* Exercise:
Show all lines from the data that include the word "Λουντέμη".

──────── Data under study

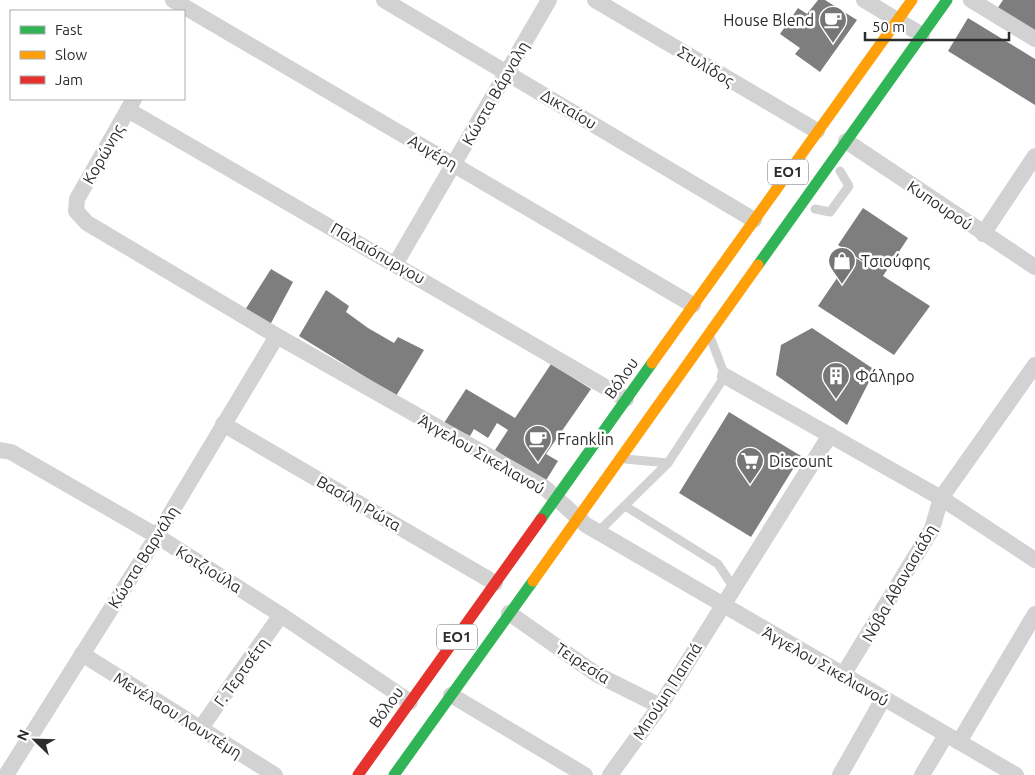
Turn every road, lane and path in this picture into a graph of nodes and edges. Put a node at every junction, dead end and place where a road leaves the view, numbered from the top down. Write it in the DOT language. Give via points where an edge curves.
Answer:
graph roads {
  1 [pos="384,0"];
  2 [pos="549,0"];
  3 [pos="595,0"];
  4 [pos="864,0"];
  5 [pos="912,0"];
  6 [pos="947,0"];
  7 [pos="971,0"];
  8 [pos="182,4"];
  9 [pos="898,18"];
  10 [pos="922,35"];
  11 [pos="1035,39"];
  12 [pos="507,72"];
  13 [pos="131,104"];
  14 [pos="817,131"];
  15 [pos="846,141"];
  16 [pos="1035,156"];
  17 [pos="454,165"];
  18 [pos="840,171"];
  19 [pos="815,209"];
  20 [pos="76,210"];
  21 [pos="754,220"];
  22 [pos="983,234"];
  23 [pos="396,263"];
  24 [pos="1035,267"];
  25 [pos="693,305"];
  26 [pos="709,333"];
  27 [pos="277,336"];
  28 [pos="1035,365"];
  29 [pos="725,376"];
  30 [pos="626,399"];
  31 [pos="223,424"];
  32 [pos="830,435"];
  33 [pos="0,450"];
  34 [pos="620,458"];
  35 [pos="668,463"];
  36 [pos="941,498"];
  37 [pos="556,499"];
  38 [pos="625,506"];
  39 [pos="577,518"];
  40 [pos="598,532"];
  41 [pos="157,536"];
  42 [pos="1035,560"];
  43 [pos="495,583"];
  44 [pos="734,588"];
  45 [pos="723,606"];
  46 [pos="509,613"];
  47 [pos="1035,614"];
  48 [pos="282,615"];
  49 [pos="82,654"];
  50 [pos="844,675"];
  51 [pos="451,695"];
  52 [pos="883,699"];
  53 [pos="410,702"];
  54 [pos="660,706"];
  55 [pos="200,729"];
  56 [pos="952,738"];
  57 [pos="991,769"];
  58 [pos="6,775"];
  59 [pos="275,775"];
  60 [pos="358,775"];
  61 [pos="394,775"];
  62 [pos="585,775"];
  63 [pos="610,775"];
  64 [pos="840,775"];
  65 [pos="922,775"];
  66 [pos="1016,775"];
  1 -- 12 [label="street, Δικταίου"];
  2 -- 12 [label="street, Κώστα Βάρναλη"];
  3 -- 14 [label="street, Στυλίδος"];
  4 -- 9 [label="street"];
  5 -- 9 [label="main road, Βόλου / ΕΟ1"];
  6 -- 10 [label="main road, ΕΟ1"];
  7 -- 11 [label="street"];
  8 -- 17 [label="street, Αυγέρη"];
  9 -- 10 [label="street"];
  9 -- 14 [label="main road, Βόλου / ΕΟ1"];
  10 -- 15 [label="main road, ΕΟ1"];
  12 -- 17 [label="street, Κώστα Βάρναλη"];
  12 -- 21 [label="street, Δικταίου"];
  13 -- 20 [label="street, Κορώνης" via="77,199"];
  13 -- 23 [label="street, Παλαιόπυργου"];
  14 -- 21 [label="main road, Βόλου / ΕΟ1"];
  15 -- 22 [label="street, Κυπουρού"];
  15 -- 26 [label="main road, ΕΟ1"];
  16 -- 22 [label="street"];
  17 -- 23 [label="street, Κώστα Βάρναλη"];
  17 -- 25 [label="street, Αυγέρη"];
  18 -- 19 [label="lane" via="849,186 830,212"];
  20 -- 27 [label="street, Άγγελου Σικελιανού" via="87,223"];
  21 -- 25 [label="main road, Βόλου / ΕΟ1"];
  22 -- 24 [label="street, Κυπουρού"];
  23 -- 30 [label="street, Παλαιόπυργου"];
  25 -- 30 [label="main road, Βόλου / ΕΟ1"];
  26 -- 29 [label="lane"];
  26 -- 34 [label="main road, ΕΟ1"];
  27 -- 31 [label="street, Κώστα Βαρνάλη"];
  27 -- 37 [label="street, Άγγελου Σικελιανού" via="545,488"];
  28 -- 36 [label="street, Νόβα Αθανασιάδη"];
  29 -- 32 [label="street"];
  29 -- 35 [label="lane"];
  30 -- 37 [label="main road, Βόλου / ΕΟ1"];
  31 -- 41 [label="street, Κώστα Βαρνάλη"];
  31 -- 43 [label="street, Βασίλη Ρώτα"];
  32 -- 36 [label="street"];
  32 -- 44 [label="street, Μπούμη Παππά"];
  33 -- 41 [label="street, Κοτζιούλα" via="11,452"];
  34 -- 35 [label="lane"];
  34 -- 39 [label="main road, ΕΟ1"];
  35 -- 38 [label="lane"];
  36 -- 42 [label="street"];
  36 -- 50 [label="street, Νόβα Αθανασιάδη" via="932,529"];
  37 -- 39 [label="street, Άγγελου Σικελιανού"];
  37 -- 43 [label="main road, Βόλου / ΕΟ1"];
  38 -- 40 [label="lane"];
  38 -- 44 [label="lane" via="718,564"];
  39 -- 40 [label="street, Άγγελου Σικελιανού"];
  39 -- 46 [label="main road, ΕΟ1"];
  40 -- 45 [label="street, Άγγελου Σικελιανού"];
  41 -- 48 [label="street, Κοτζιούλα"];
  41 -- 49 [label="street, Κώστα Βαρνάλη"];
  43 -- 53 [label="main road, Βόλου / ΕΟ1"];
  44 -- 45 [label="street, Μπούμη Παππά"];
  45 -- 50 [label="street, Άγγελου Σικελιανού"];
  45 -- 54 [label="street, Μπούμη Παππά"];
  46 -- 51 [label="main road, ΕΟ1"];
  46 -- 54 [label="street, Τειρεσία" via="596,674"];
  47 -- 56 [label="street"];
  48 -- 53 [label="street, Κοτζιούλα"];
  48 -- 55 [label="street, Γ. Τερτσέτη"];
  49 -- 55 [label="street, Μενέλαου Λουντέμη"];
  49 -- 58 [label="street, Κώστα Βαρνάλη"];
  50 -- 52 [label="street, Άγγελου Σικελιανού"];
  51 -- 61 [label="main road, ΕΟ1"];
  51 -- 62 [label="street"];
  52 -- 56 [label="street, Άγγελου Σικελιανού"];
  52 -- 64 [label="street"];
  53 -- 60 [label="main road, Βόλου / ΕΟ1"];
  54 -- 63 [label="street, Μπούμη Παππά"];
  55 -- 59 [label="street, Μενέλαου Λουντέμη"];
  56 -- 57 [label="street, Άγγελου Σικελιανού"];
  56 -- 65 [label="street"];
  57 -- 66 [label="street, Άγγελου Σικελιανού"];
}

────────────────

* Task solution:
  49 -- 55 [label="street, Μενέλαου Λουντέμη"];
  55 -- 59 [label="street, Μενέλαου Λουντέμη"];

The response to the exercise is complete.